■ DIRECTIONS ■
Go over the records and count each line that has the string "roads". Give the number and nothing else.

■ AVAILABLE RECORDS ■
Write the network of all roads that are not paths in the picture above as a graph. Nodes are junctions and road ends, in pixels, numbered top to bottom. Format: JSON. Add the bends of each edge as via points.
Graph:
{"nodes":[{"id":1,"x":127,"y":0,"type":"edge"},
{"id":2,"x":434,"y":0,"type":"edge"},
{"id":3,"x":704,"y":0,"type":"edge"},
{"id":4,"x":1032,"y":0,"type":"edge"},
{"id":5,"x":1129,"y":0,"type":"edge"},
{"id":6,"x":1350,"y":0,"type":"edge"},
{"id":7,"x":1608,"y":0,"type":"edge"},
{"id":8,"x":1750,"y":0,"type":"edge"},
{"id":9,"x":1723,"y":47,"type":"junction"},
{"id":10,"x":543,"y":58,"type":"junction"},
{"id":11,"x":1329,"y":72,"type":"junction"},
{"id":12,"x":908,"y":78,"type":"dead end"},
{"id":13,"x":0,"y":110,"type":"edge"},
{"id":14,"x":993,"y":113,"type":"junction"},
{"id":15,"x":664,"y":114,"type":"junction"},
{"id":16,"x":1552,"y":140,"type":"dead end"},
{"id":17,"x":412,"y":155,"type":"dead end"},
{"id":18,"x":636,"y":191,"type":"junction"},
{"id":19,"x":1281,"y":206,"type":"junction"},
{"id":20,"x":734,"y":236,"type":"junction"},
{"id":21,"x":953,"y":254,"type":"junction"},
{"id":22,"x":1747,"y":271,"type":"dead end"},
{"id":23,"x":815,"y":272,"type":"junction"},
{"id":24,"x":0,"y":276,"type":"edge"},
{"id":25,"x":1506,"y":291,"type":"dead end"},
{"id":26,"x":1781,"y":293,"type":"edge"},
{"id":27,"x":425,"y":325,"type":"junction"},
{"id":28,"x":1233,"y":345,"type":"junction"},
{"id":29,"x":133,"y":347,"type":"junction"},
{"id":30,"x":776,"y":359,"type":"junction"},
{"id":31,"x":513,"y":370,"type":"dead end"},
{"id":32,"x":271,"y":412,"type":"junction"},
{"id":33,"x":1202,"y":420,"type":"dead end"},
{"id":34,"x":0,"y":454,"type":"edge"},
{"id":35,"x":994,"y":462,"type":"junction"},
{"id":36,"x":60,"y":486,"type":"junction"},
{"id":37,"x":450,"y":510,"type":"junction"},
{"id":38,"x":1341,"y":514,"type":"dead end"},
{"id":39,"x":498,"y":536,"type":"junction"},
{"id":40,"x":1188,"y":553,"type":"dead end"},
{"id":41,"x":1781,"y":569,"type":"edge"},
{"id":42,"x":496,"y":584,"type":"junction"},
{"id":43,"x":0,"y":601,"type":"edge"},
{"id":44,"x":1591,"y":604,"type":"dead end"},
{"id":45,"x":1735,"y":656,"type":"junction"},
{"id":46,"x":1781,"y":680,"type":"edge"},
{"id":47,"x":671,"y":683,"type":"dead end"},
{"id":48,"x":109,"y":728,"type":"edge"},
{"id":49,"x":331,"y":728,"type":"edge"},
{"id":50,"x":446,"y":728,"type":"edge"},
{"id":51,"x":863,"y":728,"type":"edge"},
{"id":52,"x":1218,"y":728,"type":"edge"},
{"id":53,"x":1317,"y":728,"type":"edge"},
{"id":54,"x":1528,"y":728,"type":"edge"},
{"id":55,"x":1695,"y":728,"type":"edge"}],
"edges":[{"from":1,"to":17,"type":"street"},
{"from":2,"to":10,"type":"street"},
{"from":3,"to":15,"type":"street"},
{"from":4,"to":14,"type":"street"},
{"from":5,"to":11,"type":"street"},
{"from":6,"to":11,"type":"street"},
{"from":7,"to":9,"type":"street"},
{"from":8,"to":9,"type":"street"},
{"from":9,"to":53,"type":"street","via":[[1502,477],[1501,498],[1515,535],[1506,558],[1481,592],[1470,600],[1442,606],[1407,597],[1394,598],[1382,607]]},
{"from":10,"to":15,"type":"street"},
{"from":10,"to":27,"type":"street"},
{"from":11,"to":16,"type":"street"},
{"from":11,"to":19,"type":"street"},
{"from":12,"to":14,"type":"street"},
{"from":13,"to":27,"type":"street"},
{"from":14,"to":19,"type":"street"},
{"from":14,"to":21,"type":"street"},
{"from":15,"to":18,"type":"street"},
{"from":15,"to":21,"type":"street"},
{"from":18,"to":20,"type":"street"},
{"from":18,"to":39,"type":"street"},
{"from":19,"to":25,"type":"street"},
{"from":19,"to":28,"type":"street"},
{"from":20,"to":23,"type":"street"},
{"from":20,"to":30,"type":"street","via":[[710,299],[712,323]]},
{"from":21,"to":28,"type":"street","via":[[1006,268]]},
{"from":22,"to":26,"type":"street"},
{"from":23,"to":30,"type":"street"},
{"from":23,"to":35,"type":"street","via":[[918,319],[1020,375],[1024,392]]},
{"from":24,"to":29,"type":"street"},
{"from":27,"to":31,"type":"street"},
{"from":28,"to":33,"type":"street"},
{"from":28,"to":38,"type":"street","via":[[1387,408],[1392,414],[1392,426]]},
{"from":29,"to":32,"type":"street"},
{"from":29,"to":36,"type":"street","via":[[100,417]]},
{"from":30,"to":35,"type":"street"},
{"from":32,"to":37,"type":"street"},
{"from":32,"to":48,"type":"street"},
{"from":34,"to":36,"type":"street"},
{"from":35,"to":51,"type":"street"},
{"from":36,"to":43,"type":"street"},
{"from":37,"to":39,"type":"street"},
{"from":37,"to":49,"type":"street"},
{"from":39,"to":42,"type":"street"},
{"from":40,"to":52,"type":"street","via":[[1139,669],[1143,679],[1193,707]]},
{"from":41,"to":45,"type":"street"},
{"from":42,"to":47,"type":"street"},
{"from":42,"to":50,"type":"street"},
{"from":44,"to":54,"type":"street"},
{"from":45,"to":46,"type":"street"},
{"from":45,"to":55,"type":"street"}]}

--

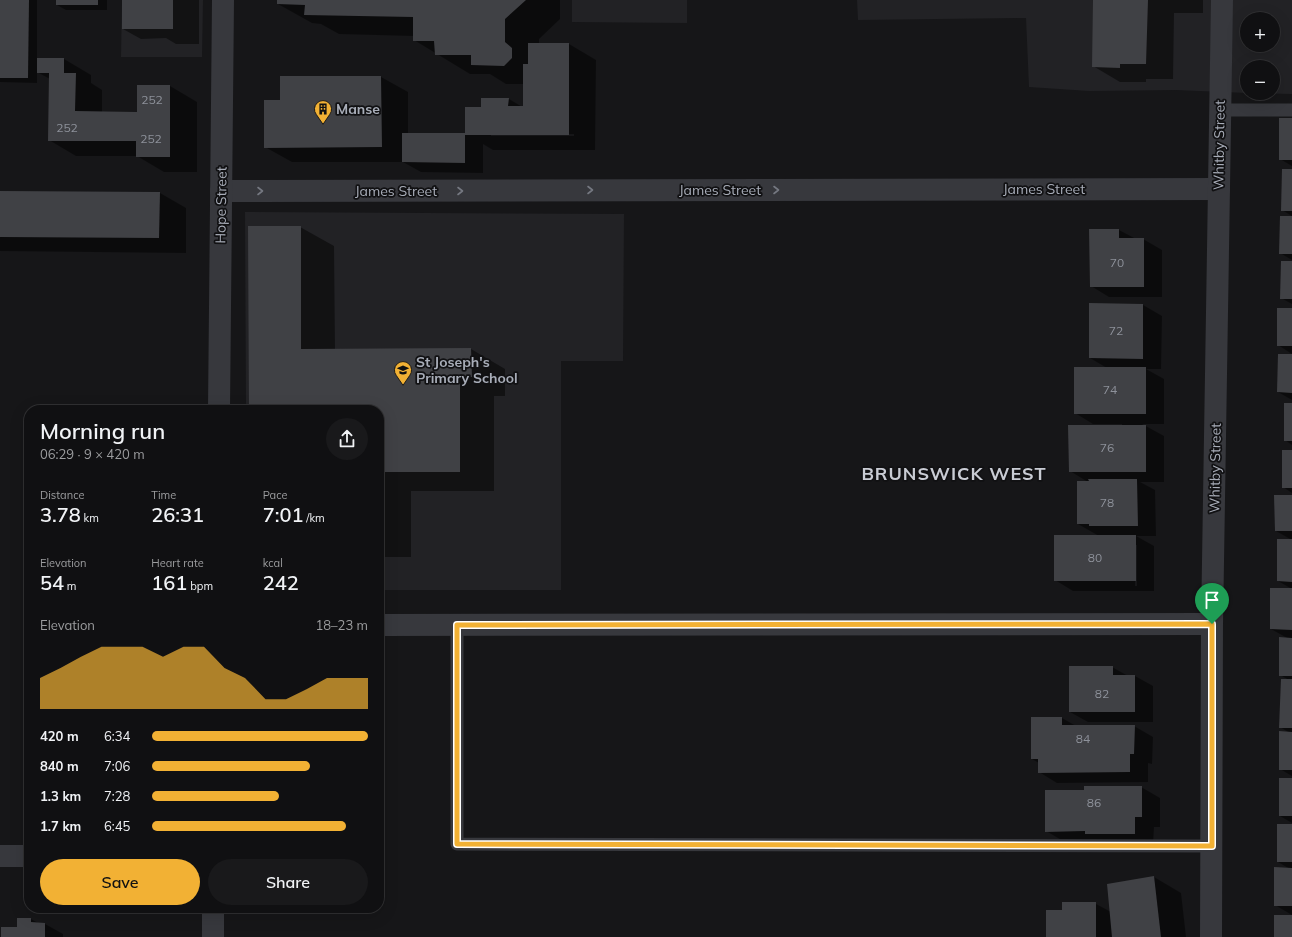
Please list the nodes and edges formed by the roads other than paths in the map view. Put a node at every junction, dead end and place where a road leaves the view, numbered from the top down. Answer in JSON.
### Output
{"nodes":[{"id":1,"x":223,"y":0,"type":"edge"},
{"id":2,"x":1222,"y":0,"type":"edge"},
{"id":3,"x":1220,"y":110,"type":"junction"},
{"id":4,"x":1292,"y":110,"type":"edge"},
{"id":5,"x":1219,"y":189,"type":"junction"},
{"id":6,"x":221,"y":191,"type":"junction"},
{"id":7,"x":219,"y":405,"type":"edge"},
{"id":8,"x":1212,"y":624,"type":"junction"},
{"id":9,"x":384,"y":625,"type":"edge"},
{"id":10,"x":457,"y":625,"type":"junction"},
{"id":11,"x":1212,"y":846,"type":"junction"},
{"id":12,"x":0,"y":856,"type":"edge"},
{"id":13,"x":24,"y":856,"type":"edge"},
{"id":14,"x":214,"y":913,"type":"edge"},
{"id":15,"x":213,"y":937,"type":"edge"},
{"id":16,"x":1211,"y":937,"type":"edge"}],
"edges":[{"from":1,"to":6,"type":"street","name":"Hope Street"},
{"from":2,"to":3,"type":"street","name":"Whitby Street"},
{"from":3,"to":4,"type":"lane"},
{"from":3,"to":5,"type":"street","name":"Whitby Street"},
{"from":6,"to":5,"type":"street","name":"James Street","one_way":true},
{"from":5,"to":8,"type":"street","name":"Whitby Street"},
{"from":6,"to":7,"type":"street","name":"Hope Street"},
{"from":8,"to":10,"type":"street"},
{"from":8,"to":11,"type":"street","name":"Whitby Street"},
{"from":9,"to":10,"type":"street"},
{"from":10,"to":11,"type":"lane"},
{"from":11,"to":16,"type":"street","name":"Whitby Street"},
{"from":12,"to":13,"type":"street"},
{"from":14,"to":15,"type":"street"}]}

==

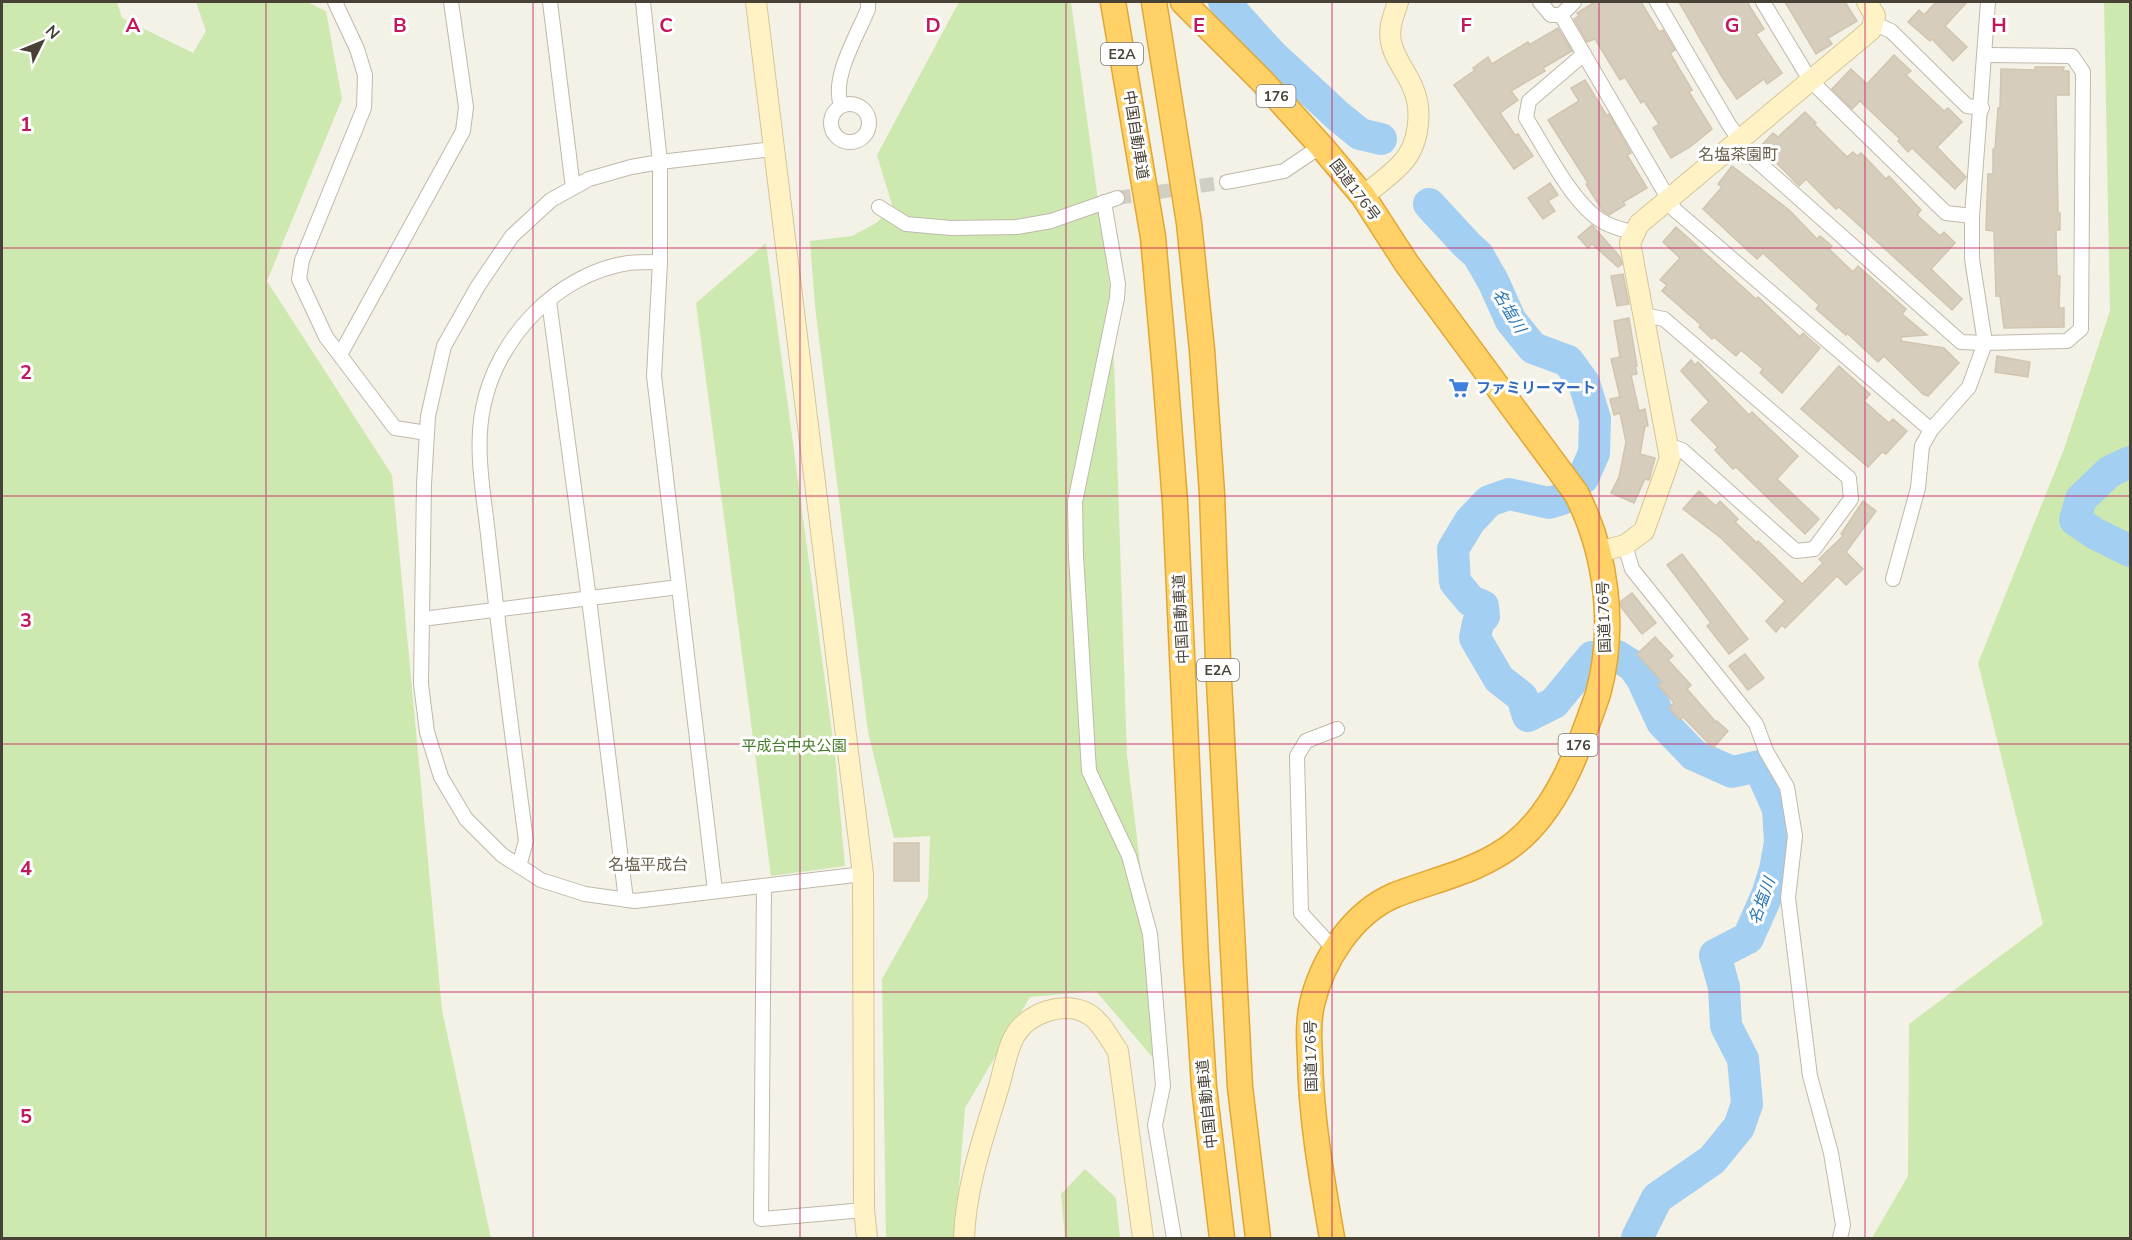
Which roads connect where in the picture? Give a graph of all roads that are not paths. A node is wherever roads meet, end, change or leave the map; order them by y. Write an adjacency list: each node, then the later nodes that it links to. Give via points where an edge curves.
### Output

■ WRITTEN RESPONSE ■
3